Please join me in thanking our sponsors and contributors.

Thank you also to our fantastic MC, Anthony Roberts MP. We are so delighted you are here with us.

I have an easy task tonight thanks to the speakers who will be following me.
Tom Albanese has prepared a video for you, and sends his apologies for not being able to be with us in person.

As you would know, Tom has a wealth of experience in the mining industry, through Rio Tinto especially where he rose to CEO, and more recently, his years at Vedanta Resources, a largely Indian company, also its CEO.

Tonight, Tom will tell us important messages about the vast changes in India, changes through the reduction of their notorious Indian government red tape.

He will touch briefly on India’s huge and largely untapped mineral resources and human resources too, with many millions of people wanting to work.

He says when India fixes its mind on doing things under Prime Minister Modi, things happen.

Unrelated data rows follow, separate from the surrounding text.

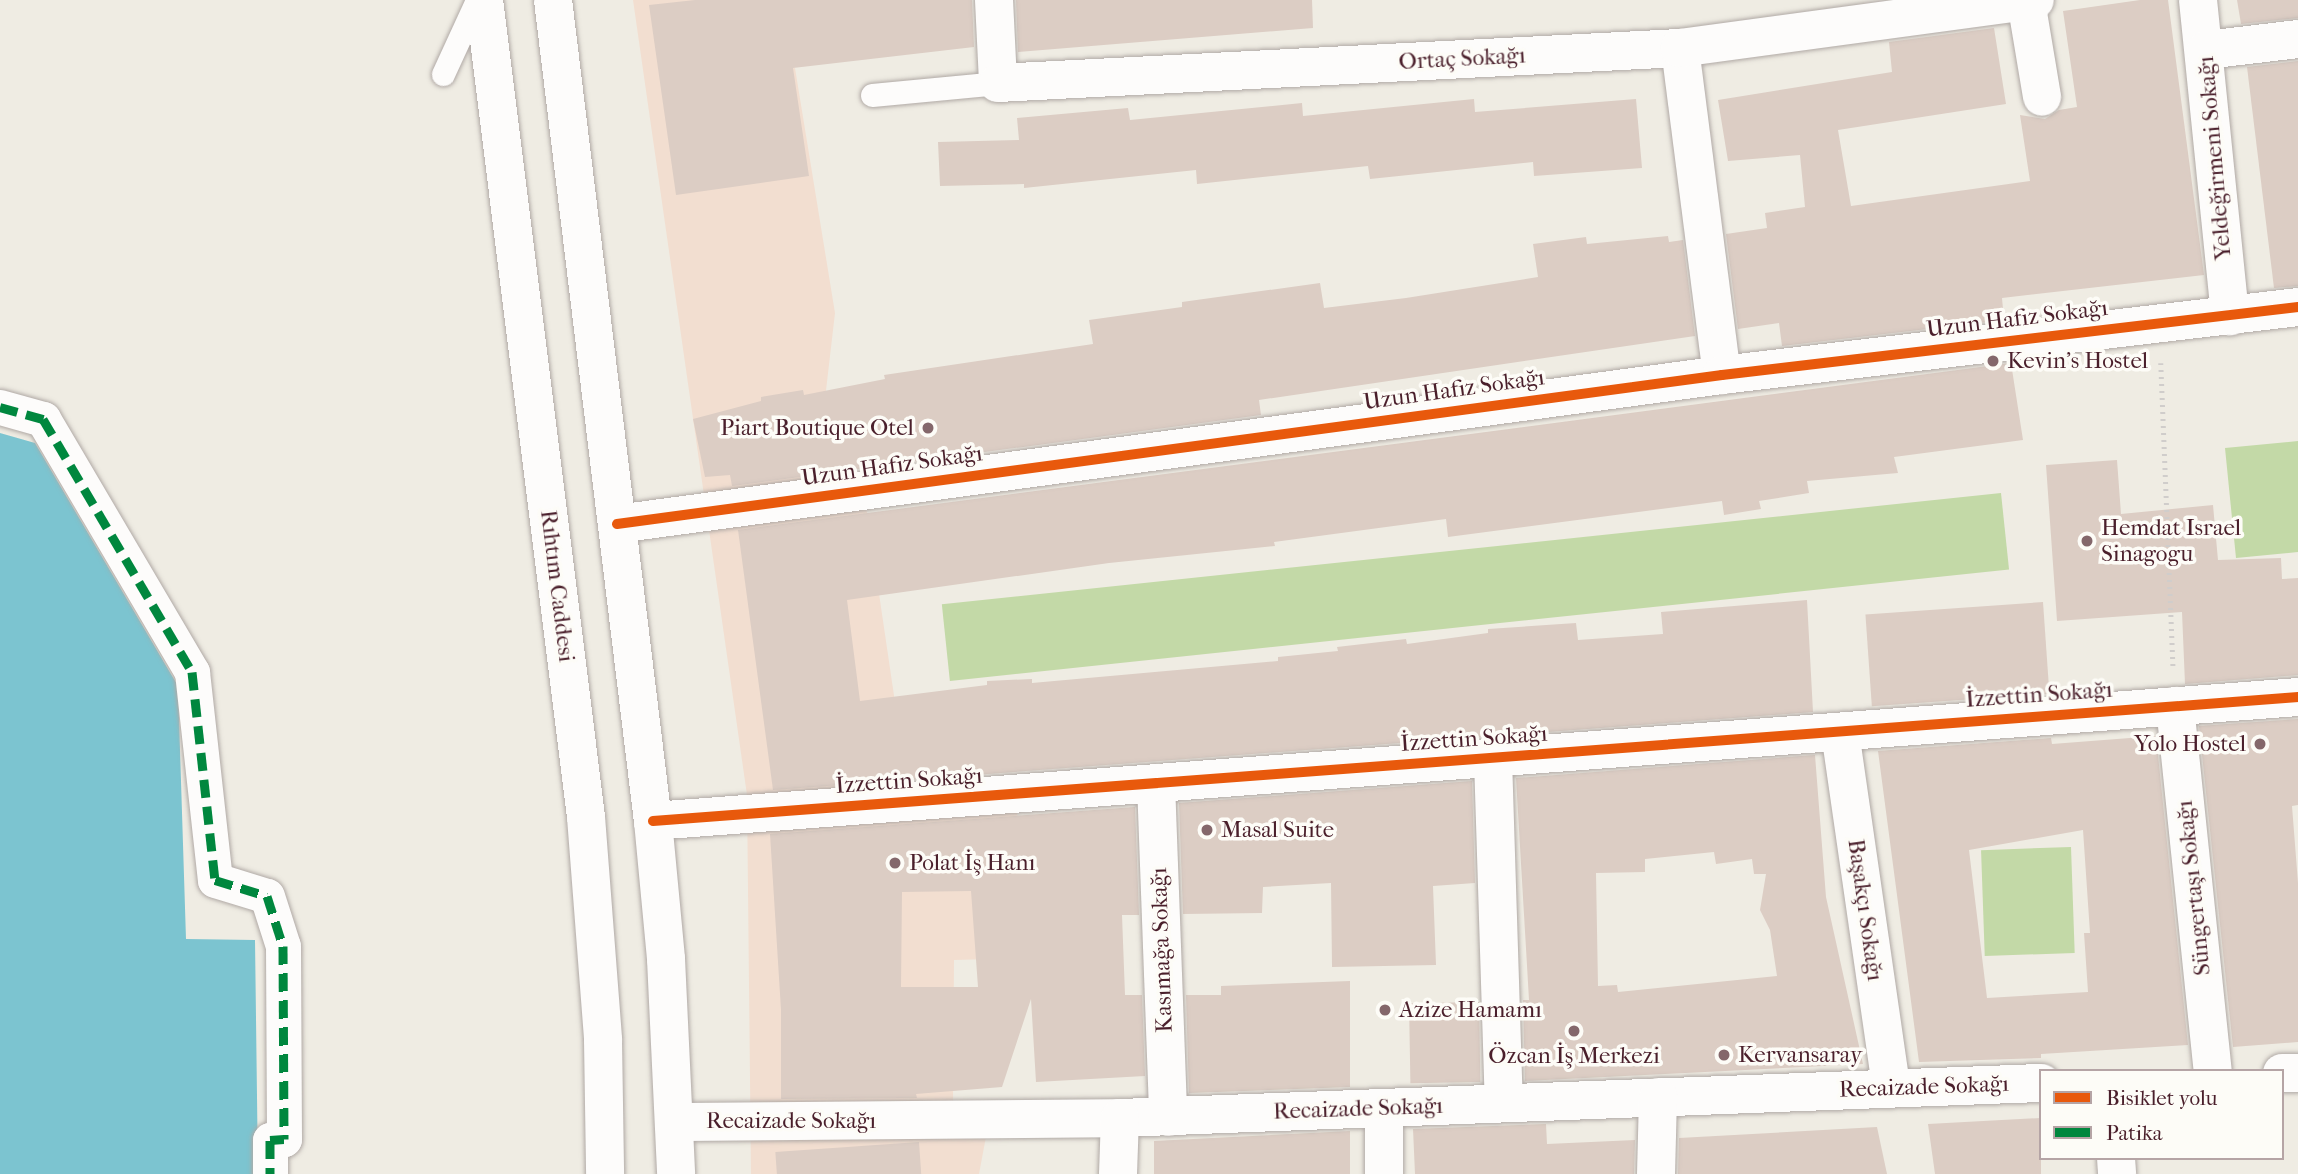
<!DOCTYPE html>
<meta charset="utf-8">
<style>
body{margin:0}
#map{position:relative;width:2298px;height:1174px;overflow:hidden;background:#efece3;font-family:"IM FELL French Canon",serif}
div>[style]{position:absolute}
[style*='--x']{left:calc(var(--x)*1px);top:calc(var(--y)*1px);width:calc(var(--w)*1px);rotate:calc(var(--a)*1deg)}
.built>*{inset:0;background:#f2ded0}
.green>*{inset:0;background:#c3d9a7;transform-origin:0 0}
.water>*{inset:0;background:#7cc4d0}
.building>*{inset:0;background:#dccdc4;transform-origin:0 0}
.path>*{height:4.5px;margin-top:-2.25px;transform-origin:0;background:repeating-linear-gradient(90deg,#d0cdcb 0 2px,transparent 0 7px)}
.roads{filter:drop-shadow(0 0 2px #b0a9a5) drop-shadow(0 0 2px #b0a9a5)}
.service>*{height:23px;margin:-11.5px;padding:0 11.5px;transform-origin:11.5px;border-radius:11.5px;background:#fdfcfb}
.pedestrian>*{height:35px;margin:-17.5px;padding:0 17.5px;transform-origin:17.5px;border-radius:17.5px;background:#fdfcfb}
.minor>*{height:38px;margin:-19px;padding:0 19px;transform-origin:19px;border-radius:19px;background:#fdfcfb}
.primary>*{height:38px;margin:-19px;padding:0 19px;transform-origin:19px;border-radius:19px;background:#fdfcfb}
.quiet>*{height:9px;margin-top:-4.5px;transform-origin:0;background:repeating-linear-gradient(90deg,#00873e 0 18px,transparent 0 27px)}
.cycleway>*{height:10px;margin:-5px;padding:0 5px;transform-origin:5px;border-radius:5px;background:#e8590c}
.dots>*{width:19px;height:19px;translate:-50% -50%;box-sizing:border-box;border:4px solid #fdfcf7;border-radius:50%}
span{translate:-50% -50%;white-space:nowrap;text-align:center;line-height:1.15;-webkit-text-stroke:7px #fdfcf7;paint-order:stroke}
.street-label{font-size:23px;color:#4a1f2b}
.poi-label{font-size:23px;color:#4a1f2b}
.left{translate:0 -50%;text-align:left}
.right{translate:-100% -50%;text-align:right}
.legend{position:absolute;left:2039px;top:1069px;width:245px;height:91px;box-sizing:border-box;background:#fdfcf7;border:2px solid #b5a4a5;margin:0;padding:9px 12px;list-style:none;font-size:21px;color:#4a1f2b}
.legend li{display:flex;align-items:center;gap:14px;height:35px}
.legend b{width:35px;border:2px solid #b5a4a5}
</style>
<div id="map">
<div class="built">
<div style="clip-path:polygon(633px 0,745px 0,751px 72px,795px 68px,835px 313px,825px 399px,867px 512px,907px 784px,1015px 775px,1025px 958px,954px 960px,953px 1102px,991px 1110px,979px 1174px,751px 1174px,747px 795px)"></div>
</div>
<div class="green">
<div style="clip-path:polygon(2298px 441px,2298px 552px,2236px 558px,2225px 448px)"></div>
<div style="left:2001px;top:493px;width:77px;height:1065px;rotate:84deg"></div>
<div style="left:2071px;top:847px;width:106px;height:90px;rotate:88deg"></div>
</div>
<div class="water">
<div style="clip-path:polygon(0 433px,35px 443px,178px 686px,186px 939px,255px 940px,258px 1174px,0 1174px)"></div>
</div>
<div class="building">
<div style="clip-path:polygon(695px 0,972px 0,974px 47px,793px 68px,809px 176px,676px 195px,649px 5px)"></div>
<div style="clip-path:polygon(1016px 0,1312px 0,1313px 28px,1018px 52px)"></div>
<div style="clip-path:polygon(2140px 0,2168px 0,2204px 275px,2002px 298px,2004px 320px,1782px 346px,1779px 323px,1738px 329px,1726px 234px,1767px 228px,1765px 213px,1805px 207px,1800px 155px,1728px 161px,1718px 100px,1892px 72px,1889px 42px,1994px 28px,2006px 104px,1838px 130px,1851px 206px,2030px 181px,2020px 115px,2045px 119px,2059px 110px,2077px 107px,2063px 11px)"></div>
<div style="clip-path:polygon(2237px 0,2298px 0,2298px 18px,2241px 24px)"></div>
<div style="clip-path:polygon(2298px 61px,2298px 286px,2274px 288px,2247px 67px)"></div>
<div style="clip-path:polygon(1474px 99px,1475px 112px,1636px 99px,1642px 168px,1534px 176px,1533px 162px,1370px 179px,1368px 166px,1197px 184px,1196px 170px,1024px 188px,1024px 184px,940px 186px,938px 142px,1019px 140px,1017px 118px,1128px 108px,1130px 120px,1302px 103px,1303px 116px)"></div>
<div style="clip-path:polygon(1668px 236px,1669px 242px,1683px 240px,1695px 336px,1259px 400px,1261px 415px,732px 486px,730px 475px,705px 477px,693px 419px,761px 401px,761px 397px,803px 390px,804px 395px,885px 379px,884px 375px,1093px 344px,1089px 320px,1182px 307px,1182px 302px,1320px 283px,1324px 308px,1406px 298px,1538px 277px,1533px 244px,1586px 237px,1587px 244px)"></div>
<div style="clip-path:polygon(2011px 363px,2023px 440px,1894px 457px,1898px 473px,1807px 481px,1809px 493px,1759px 501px,1761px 509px,1724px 515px,1722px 501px,1448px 537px,1446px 519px,1274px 542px,1275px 546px,1109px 563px,847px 600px,860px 701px,987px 685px,987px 681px,1032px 679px,1032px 683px,1278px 661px,1278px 657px,1338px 651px,1337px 647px,1406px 639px,1407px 644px,1488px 633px,1488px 629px,1576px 623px,1578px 640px,1663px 634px,1661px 612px,1807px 600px,1813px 712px,773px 790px,738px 530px)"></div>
<div style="clip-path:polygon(2117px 460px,2121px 514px,2213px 505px,2218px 560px,2281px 558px,2282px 579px,2298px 578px,2298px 675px,2185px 684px,2182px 612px,2057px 621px,2046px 465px)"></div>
<div style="left:2043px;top:602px;width:92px;height:178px;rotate:86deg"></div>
<div style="clip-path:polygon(2298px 719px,2298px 805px,2292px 806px,2298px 883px,2298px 1042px,2233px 1047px,2199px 726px)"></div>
<div style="clip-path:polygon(evenodd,2156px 736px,2188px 1045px,2041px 1054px,2041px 1058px,1919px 1062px,1878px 751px,2051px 738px,2052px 744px,2156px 736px,2083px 830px,2090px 933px,2084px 933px,2088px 992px,1987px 998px,1969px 850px,2083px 830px)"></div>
<div style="clip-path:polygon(evenodd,1815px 755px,1826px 897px,1863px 1064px,1525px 1081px,1523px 1000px,1529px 1000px,1516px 778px,1815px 755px,1714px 852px,1716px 864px,1752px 859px,1754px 874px,1766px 874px,1760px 910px,1770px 930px,1777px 976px,1618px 992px,1617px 985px,1598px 986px,1596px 873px,1645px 872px,1645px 859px,1714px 852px)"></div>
<div style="clip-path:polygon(1472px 781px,1475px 883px,1433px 886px,1436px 965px,1332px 967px,1331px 883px,1263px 887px,1262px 913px,1183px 914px,1179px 803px)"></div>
<div style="clip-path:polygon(evenodd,1135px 807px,1139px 915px,1122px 915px,1125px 995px,1142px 995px,1145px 1076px,1036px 1082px,1031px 999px,1002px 1087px,916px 1094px,917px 1098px,781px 1099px,781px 1010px,770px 834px,1135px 807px,971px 891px,978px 987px,901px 987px,902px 892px,971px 891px)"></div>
<div style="clip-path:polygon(1350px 981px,1350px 1087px,1189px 1093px,1186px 995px,1221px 995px,1221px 986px)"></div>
<div style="left:1479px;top:1002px;width:80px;height:70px;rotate:89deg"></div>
<div style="clip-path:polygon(2041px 1118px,2041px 1174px,1935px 1174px,1928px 1124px)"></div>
<div style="clip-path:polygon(1546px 1124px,1547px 1144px,1635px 1140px,1634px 1174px,1415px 1174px,1413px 1129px)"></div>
<div style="clip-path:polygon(1877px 1127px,1887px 1174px,1678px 1174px,1679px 1138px)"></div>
<div style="clip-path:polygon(1350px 1131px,1350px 1174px,1154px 1174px,1154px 1141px)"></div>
<div style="left:919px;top:1142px;width:32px;height:144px;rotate:86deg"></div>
</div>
<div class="path">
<div style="--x:2161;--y:363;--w:303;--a:87.7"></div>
</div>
<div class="roads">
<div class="service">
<div style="--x:443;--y:74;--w:81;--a:-65.3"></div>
<div style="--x:872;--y:95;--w:127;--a:-5.4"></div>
</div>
<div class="pedestrian">
<div style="--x:0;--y:407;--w:45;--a:15.6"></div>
<div style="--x:43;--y:419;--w:294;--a:59.5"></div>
<div style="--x:192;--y:672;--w:209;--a:83.7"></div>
<div style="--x:215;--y:880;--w:54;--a:17.1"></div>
<div style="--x:267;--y:896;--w:52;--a:72.3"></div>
<div style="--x:283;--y:946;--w:193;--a:89.7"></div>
<div style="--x:284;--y:1139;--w:14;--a:176"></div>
<div style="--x:270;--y:1140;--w:34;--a:90"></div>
</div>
<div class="minor">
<div style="--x:994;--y:0;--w:83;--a:87.2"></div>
<div style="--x:998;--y:83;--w:683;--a:-2.94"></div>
<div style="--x:1680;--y:48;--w:330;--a:82.7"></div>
<div style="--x:2198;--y:0;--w:318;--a:84.2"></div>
<div style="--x:2026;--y:1;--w:97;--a:80.5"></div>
<div style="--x:1680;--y:48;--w:358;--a:-7.7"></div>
<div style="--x:2206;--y:50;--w:93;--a:-6.8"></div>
<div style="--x:617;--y:524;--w:1115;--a:-7.68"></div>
<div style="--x:1722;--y:375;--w:580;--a:-6.73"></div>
<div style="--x:2175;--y:706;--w:367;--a:84.1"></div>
<div style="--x:1840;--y:732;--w:360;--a:81.8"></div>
<div style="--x:1493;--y:759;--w:344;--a:88.2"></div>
<div style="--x:1156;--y:783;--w:334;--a:87.9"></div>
<div style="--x:653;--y:821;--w:1650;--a:-4.31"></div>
<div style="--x:2282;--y:1073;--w:16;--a:0"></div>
<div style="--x:674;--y:1122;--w:446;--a:-0.5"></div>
<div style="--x:1120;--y:1118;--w:922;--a:-2.18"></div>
<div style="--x:2116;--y:1158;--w:16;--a:86"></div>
<div style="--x:1118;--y:1174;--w:56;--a:-88"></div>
<div style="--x:1384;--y:1174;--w:66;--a:-90"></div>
<div style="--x:1656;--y:1174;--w:77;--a:-88.5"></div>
</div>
<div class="primary">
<div style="--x:484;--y:0;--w:823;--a:82.88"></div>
<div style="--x:586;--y:817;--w:224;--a:85.6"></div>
<div style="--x:603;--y:1040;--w:134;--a:89.1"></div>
<div style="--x:553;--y:0;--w:827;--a:83.06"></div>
<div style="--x:653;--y:821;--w:139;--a:84.6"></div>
<div style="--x:666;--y:959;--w:215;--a:87.3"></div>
</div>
</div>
<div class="quiet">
<div style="--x:0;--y:407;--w:45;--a:15.6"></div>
<div style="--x:43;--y:419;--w:294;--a:59.5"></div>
<div style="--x:192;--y:672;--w:209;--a:83.7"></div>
<div style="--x:215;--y:880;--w:54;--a:17.1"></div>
<div style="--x:267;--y:896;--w:52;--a:72.3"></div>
<div style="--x:283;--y:946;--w:193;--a:89.7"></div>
<div style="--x:284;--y:1139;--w:14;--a:176"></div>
<div style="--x:270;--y:1140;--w:34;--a:90"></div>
</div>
<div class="cycleway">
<div style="--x:617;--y:524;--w:1115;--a:-7.68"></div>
<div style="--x:1722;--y:375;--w:580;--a:-6.73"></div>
<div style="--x:653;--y:821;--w:1650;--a:-4.31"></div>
</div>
<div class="dots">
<div style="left:1993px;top:361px;background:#84676b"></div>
<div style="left:928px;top:428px;background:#84676b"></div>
<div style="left:2087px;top:541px;background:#84676b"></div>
<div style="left:2260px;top:744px;background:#84676b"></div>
<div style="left:1207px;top:830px;background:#84676b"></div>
<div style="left:895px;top:863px;background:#84676b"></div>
<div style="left:1385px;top:1010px;background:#84676b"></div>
<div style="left:1574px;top:1031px;background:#84676b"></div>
<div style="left:1724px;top:1055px;background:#84676b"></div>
</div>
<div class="street-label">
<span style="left:1462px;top:59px;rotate:-3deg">Ortaç Sokağı</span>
<span style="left:2215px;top:158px;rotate:-95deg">Yeldeğirmeni Sokağı</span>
<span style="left:2017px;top:319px;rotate:-7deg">Uzun Hafız Sokağı</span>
<span style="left:1454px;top:390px;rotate:-8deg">Uzun Hafız Sokağı</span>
<span style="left:892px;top:466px;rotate:-8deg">Uzun Hafız Sokağı</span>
<span style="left:557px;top:586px;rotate:83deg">Rıhtım Caddesi</span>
<span style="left:2039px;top:695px;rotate:-4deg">İzzettin Sokağı</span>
<span style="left:1474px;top:739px;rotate:-4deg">İzzettin Sokağı</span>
<span style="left:909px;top:781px;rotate:-4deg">İzzettin Sokağı</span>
<span style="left:2194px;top:888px;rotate:-96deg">Süngertaşı Sokağı</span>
<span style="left:1865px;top:910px;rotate:82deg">Başakçı Sokağı</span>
<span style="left:1162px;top:950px;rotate:-92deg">Kasımağa Sokağı</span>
<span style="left:1924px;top:1087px;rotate:-2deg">Recaizade Sokağı</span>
<span style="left:1358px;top:1109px;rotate:-2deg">Recaizade Sokağı</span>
<span style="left:791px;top:1121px">Recaizade Sokağı</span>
</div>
<div class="poi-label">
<span class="left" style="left:2007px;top:361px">Kevin's Hostel</span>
<span class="right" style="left:914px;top:428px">Piart Boutique Otel</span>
<span class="left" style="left:2101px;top:541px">Hemdat Israel<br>Sinagogu</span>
<span class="right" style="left:2246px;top:744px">Yolo Hostel</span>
<span class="left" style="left:1221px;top:830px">Masal Suite</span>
<span class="left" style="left:909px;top:863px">Polat İş Hanı</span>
<span class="left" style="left:1399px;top:1010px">Azize Hamamı</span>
<span class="left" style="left:1738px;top:1055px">Kervansaray</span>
<span style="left:1574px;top:1056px">Özcan İş Merkezi</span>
</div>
<ul class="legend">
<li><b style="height:9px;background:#e8590c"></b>Bisiklet yolu</li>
<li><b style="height:9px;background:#00873e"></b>Patika</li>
</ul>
</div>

Given India’s strive for economic greatness, if we want to see mining investment on any significant scale happening in Australia in future, we better take heed of India’s actions and huge resources and quadruple our efforts to let our government know, our industry needs to be cost competitive internationally.

That means we need to see urgent and significant reductions in red tape, compliance, taxes and all government costs or we risk seeing our highly experienced, world‐class mining industry professionals leave to help service mines in India, and other places less expensive than Australia, and more friendly to investment.

To those not from Australia, with families and the next generation to consider, one could wonder, well, what is wrong with just being a service provider?

Think of just one recently constructed mega mine, Roy Hill, with more than 10 billion dollars of investment.

What happens to that investment? It spreads not only through our state but also throughout our country, and it does not stop there.

Billions of dollars of revenue flows from such mega projects for decades, providing opportunities, jobs and billions in taxation.

Could we expect the same benefits from service industries? Would service industries provide the massive investment, the revenue, opportunities and jobs for Aussies on

Australian soil that investment in the mining industry in Australia brings?

It’s time we addressed with more urgency, don’t you think, the two T’s, less government red tape and less government taxes and other costly burdens.

With all our abundant natural resources, that could ensure we should have reliable and inexpensive energy, but due to the government, and their changing policies, this has ensured we don’t have reliable energy and only increasingly expensive power. A real struggle for those on low incomes.

Scot MacDonald from the NSW Parliament, who has given some insightful addresses in Parliament, will be speaking to us tonight sharing with us his firsthand experience in the USA.

Thank you and Happy National Mining and Related Industries Day! I will leave you with a song created by my friend Jim Viets, for National Mining and Related Industries Day, “Mining Permit Blues.”